If you’re looking for a place to get away from life, work and Instagram, this serves well: there’s no working internet here.
Welcome drink is freshly squeezed calamansi, perfect for refreshing your body and soul after everything you’ve put your body through to reach this paradise of an island.
Service people in Philippines in general are remarkably polite and well-mannered, but a special mention about the same for the BBL staff which is so damn polite and concerned with your comfort that they unwittingly get intrusive at times. They don’t speak English very well, so you’ll have consciously be making an effort to make things awfully clear when conversing with them.

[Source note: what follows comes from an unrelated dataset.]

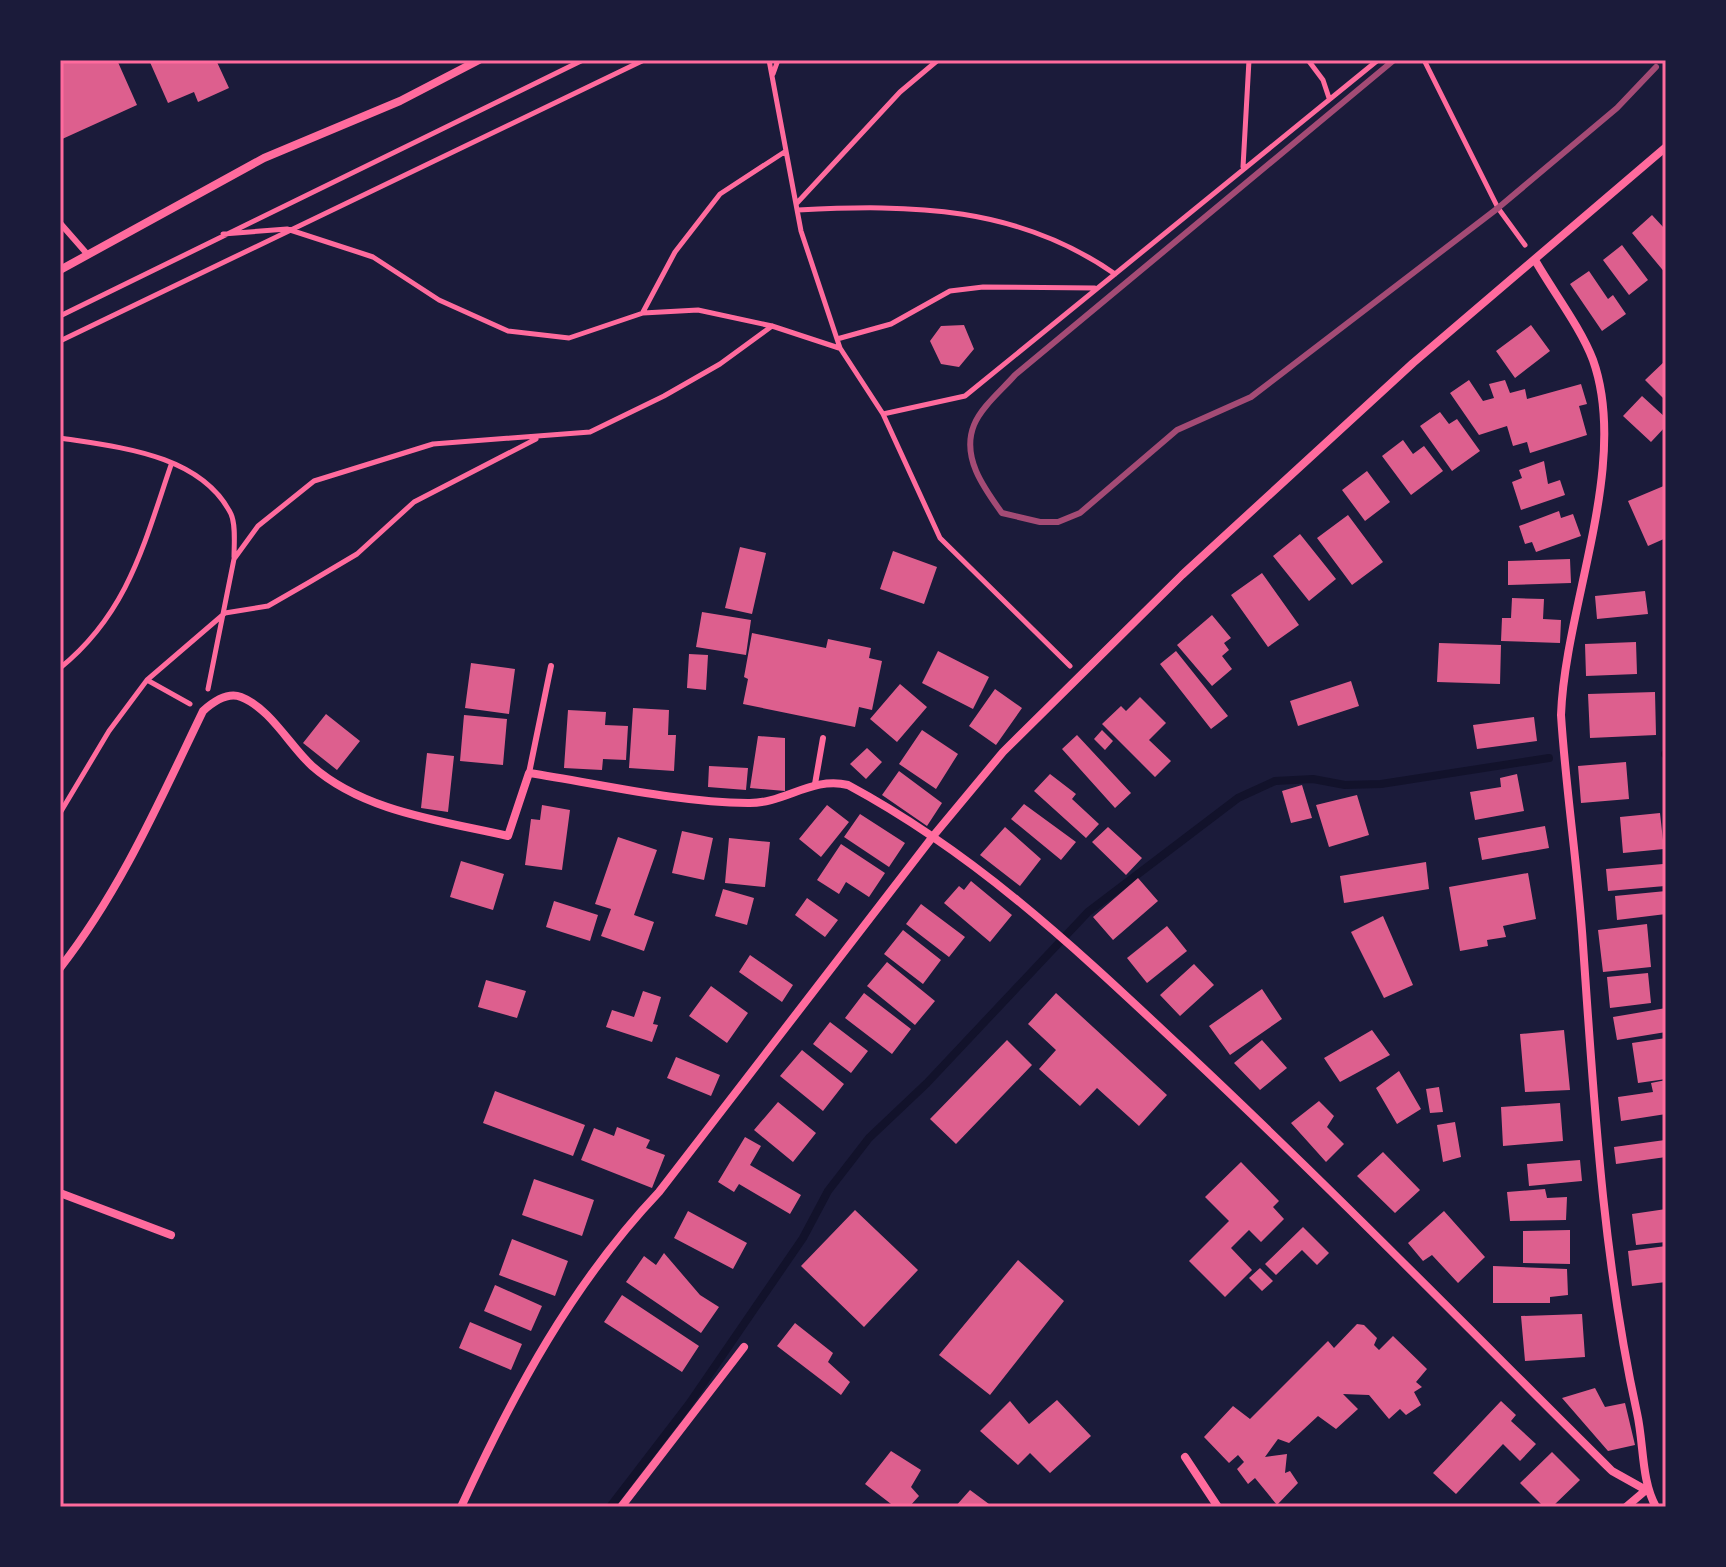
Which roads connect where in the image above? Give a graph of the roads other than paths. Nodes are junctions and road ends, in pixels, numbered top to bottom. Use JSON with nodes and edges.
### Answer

The property is notably spread out over a large piece of land, and the lack of proper signages is conspicuous and irksome. It’s like they want everyone to amble around searchingly and/or jog their intrinsic positioning systems. (What? Don’t tell me you didn’t bring yours.)
Well my wife has a passion for coffee, and the coffee is memorably good here.
BBL boasts of a private beach, complete with free use of kayaks, paddle boards and life vests. We spent the first afternoon on the beach kayaking and soaking in the sun.
The infinity pool is nice too, facing south-west, so we got a splendid view of the sunset.
We stayed in the Bay view Bungalow, which was quite spacious and comfy.
The “Seahorse” bar shamelessly waters down drinks and has a clumsy, hard-to-find access for first timers. The ambience at Seahorse is nice though, full of diving groups, honeymooners and the occasional Filipino businessmen.
Lodging is decently priced for what’s on offer.
The beer is cheap and snacks are expensive.
Transfers are super expensive, even if sharing: ₱ 1,000 per person to/from the airport/town.